▶ _What to produce_
The entries are to be duplicated exactly, though any picture in them must be omitted.

== == ==

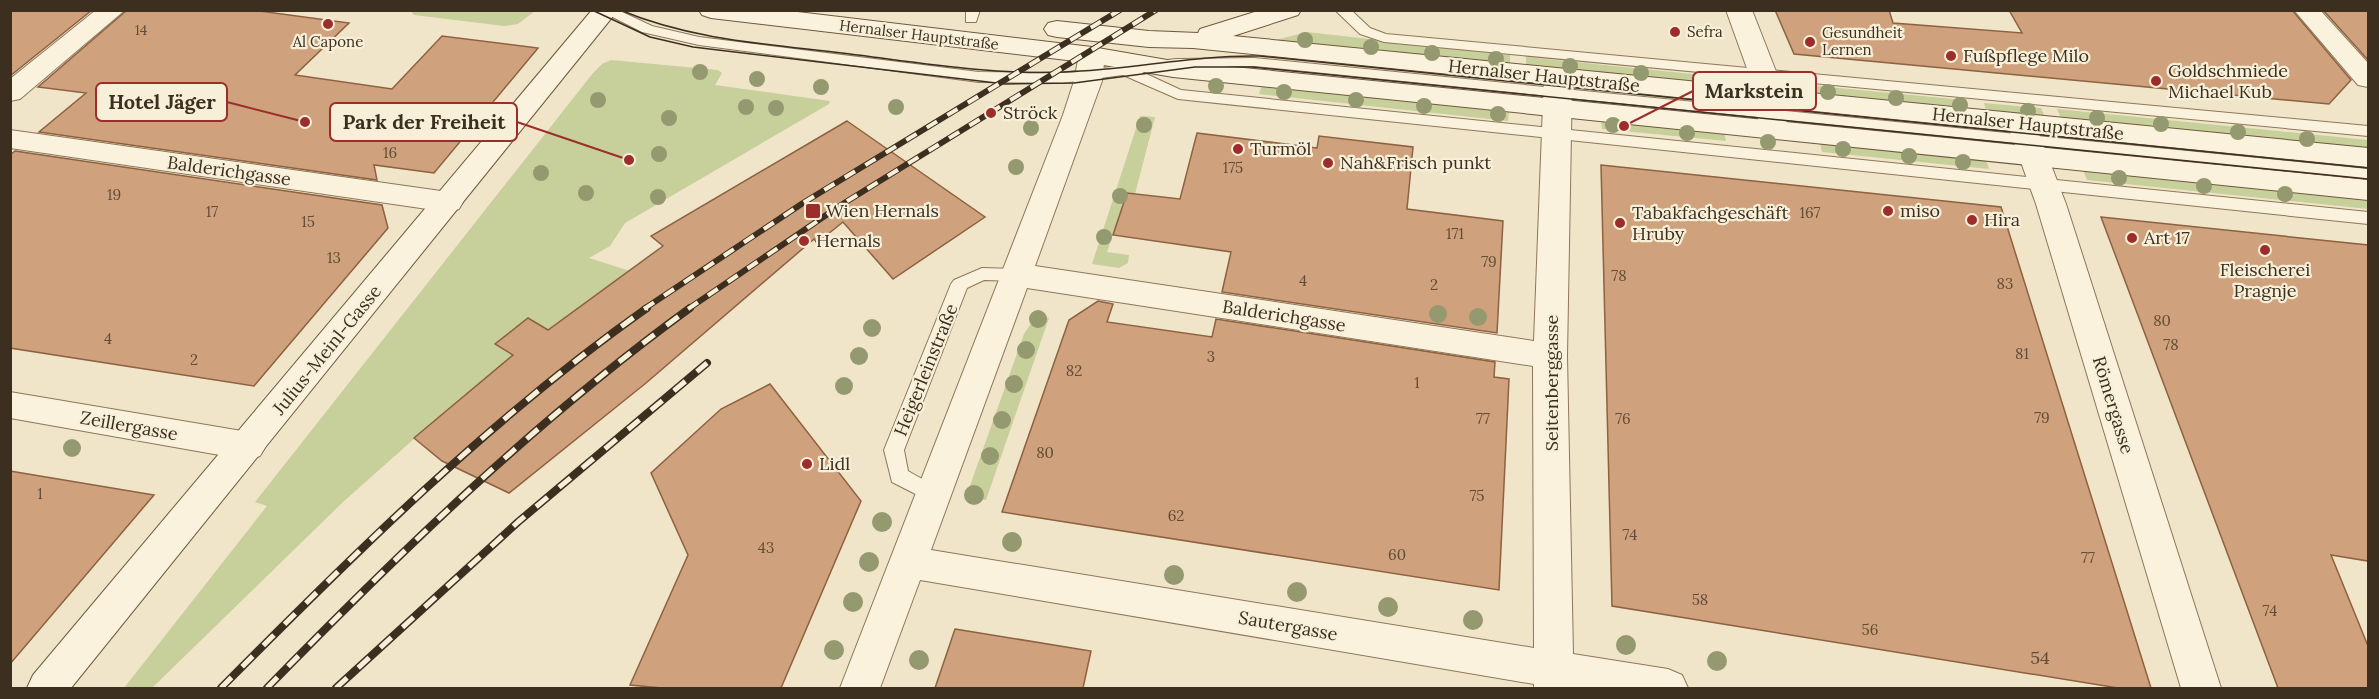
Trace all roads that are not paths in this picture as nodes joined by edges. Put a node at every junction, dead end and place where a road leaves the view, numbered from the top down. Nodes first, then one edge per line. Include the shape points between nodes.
1 (112, 10) edge
2 (606, 10) edge
3 (711, 10) edge
4 (897, 10) edge
5 (1289, 10) edge
6 (1342, 10) edge
7 (1739, 10) edge
8 (2306, 10) edge
9 (972, 15) edge
10 (1193, 39) junction
11 (1094, 43) edge
12 (1152, 66) junction
13 (1125, 70) junction
14 (2368, 79) edge
15 (10, 93) edge
16 (1557, 102) junction
17 (1769, 104) junction
18 (2368, 131) edge
19 (10, 139) edge
20 (2031, 150) junction
21 (2368, 158) edge
22 (2368, 174) edge
23 (2368, 190) edge
24 (448, 202) junction
25 (2368, 218) edge
26 (1018, 275) junction
27 (1550, 356) junction
28 (10, 405) edge
29 (248, 446) junction
30 (933, 495) junction
31 (908, 562) junction
32 (1554, 680) edge
33 (47, 688) edge
34 (860, 688) edge
35 (1668, 688) edge
36 (2201, 688) edge

1 - 15 street
2 - 11 lane, Hernalser Hauptstraße via 669,35 1003,78 1062,78
2 - 24 street, Julius-Meinl-Gasse
3 - 11 street, Hernalser Hauptstraße
4 - 9 street, Hernalser Hauptstraße
5 - 10 street
6 - 17 lane, Hernalser Hauptstraße via 1365,31 1384,39
7 - 17 street
8 - 14 street
9 - 11 street, Hernalser Hauptstraße
10 - 11 street
10 - 16 street, Hernalser Hauptstraße
11 - 12 street, Hernalser Hauptstraße
11 - 13 lane, Hernalser Hauptstraße
11 - 26 street via 1077,115
12 - 13 lane, Hernalser Hauptstraße
12 - 16 street, Hernalser Hauptstraße
13 - 16 lane, Hernalser Hauptstraße via 1178,94
16 - 17 street, Hernalser Hauptstraße
16 - 20 lane, Hernalser Hauptstraße
16 - 27 street, Seitenberggasse
17 - 18 lane, Hernalser Hauptstraße
17 - 20 street, Hernalser Hauptstraße
19 - 24 street, Balderichgasse
20 - 21 street, Hernalser Hauptstraße
20 - 22 lane, Hernalser Hauptstraße
20 - 23 street, Hernalser Hauptstraße
20 - 25 lane, Hernalser Hauptstraße
20 - 36 street, Römergasse
24 - 29 street, Julius-Meinl-Gasse
26 - 27 street, Balderichgasse
26 - 30 street
26 - 30 lane, Heigerleinstraße via 982,274 960,285 894,450 899,476
27 - 32 street, Seitenberggasse
28 - 29 street, Zeillergasse
29 - 33 street, Julius-Meinl-Gasse
30 - 31 street
31 - 32 street, Sautergasse
31 - 34 street
32 - 35 street, Sautergasse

== == ==

▶ _Task solution_
Trace all roads that are not paths in this picture as nodes joined by edges. Put a node at every junction, dead end and place where a road leaves the view, numbered from the top down. Nodes first, then one edge per line. Include the shape points between nodes.
1 (112, 10) edge
2 (606, 10) edge
3 (711, 10) edge
4 (897, 10) edge
5 (1289, 10) edge
6 (1342, 10) edge
7 (1739, 10) edge
8 (2306, 10) edge
9 (972, 15) edge
10 (1193, 39) junction
11 (1094, 43) edge
12 (1152, 66) junction
13 (1125, 70) junction
14 (2368, 79) edge
15 (10, 93) edge
16 (1557, 102) junction
17 (1769, 104) junction
18 (2368, 131) edge
19 (10, 139) edge
20 (2031, 150) junction
21 (2368, 158) edge
22 (2368, 174) edge
23 (2368, 190) edge
24 (448, 202) junction
25 (2368, 218) edge
26 (1018, 275) junction
27 (1550, 356) junction
28 (10, 405) edge
29 (248, 446) junction
30 (933, 495) junction
31 (908, 562) junction
32 (1554, 680) edge
33 (47, 688) edge
34 (860, 688) edge
35 (1668, 688) edge
36 (2201, 688) edge

1 - 15 street
2 - 11 lane, Hernalser Hauptstraße via 669,35 1003,78 1062,78
2 - 24 street, Julius-Meinl-Gasse
3 - 11 street, Hernalser Hauptstraße
4 - 9 street, Hernalser Hauptstraße
5 - 10 street
6 - 17 lane, Hernalser Hauptstraße via 1365,31 1384,39
7 - 17 street
8 - 14 street
9 - 11 street, Hernalser Hauptstraße
10 - 11 street
10 - 16 street, Hernalser Hauptstraße
11 - 12 street, Hernalser Hauptstraße
11 - 13 lane, Hernalser Hauptstraße
11 - 26 street via 1077,115
12 - 13 lane, Hernalser Hauptstraße
12 - 16 street, Hernalser Hauptstraße
13 - 16 lane, Hernalser Hauptstraße via 1178,94
16 - 17 street, Hernalser Hauptstraße
16 - 20 lane, Hernalser Hauptstraße
16 - 27 street, Seitenberggasse
17 - 18 lane, Hernalser Hauptstraße
17 - 20 street, Hernalser Hauptstraße
19 - 24 street, Balderichgasse
20 - 21 street, Hernalser Hauptstraße
20 - 22 lane, Hernalser Hauptstraße
20 - 23 street, Hernalser Hauptstraße
20 - 25 lane, Hernalser Hauptstraße
20 - 36 street, Römergasse
24 - 29 street, Julius-Meinl-Gasse
26 - 27 street, Balderichgasse
26 - 30 street
26 - 30 lane, Heigerleinstraße via 982,274 960,285 894,450 899,476
27 - 32 street, Seitenberggasse
28 - 29 street, Zeillergasse
29 - 33 street, Julius-Meinl-Gasse
30 - 31 street
31 - 32 street, Sautergasse
31 - 34 street
32 - 35 street, Sautergasse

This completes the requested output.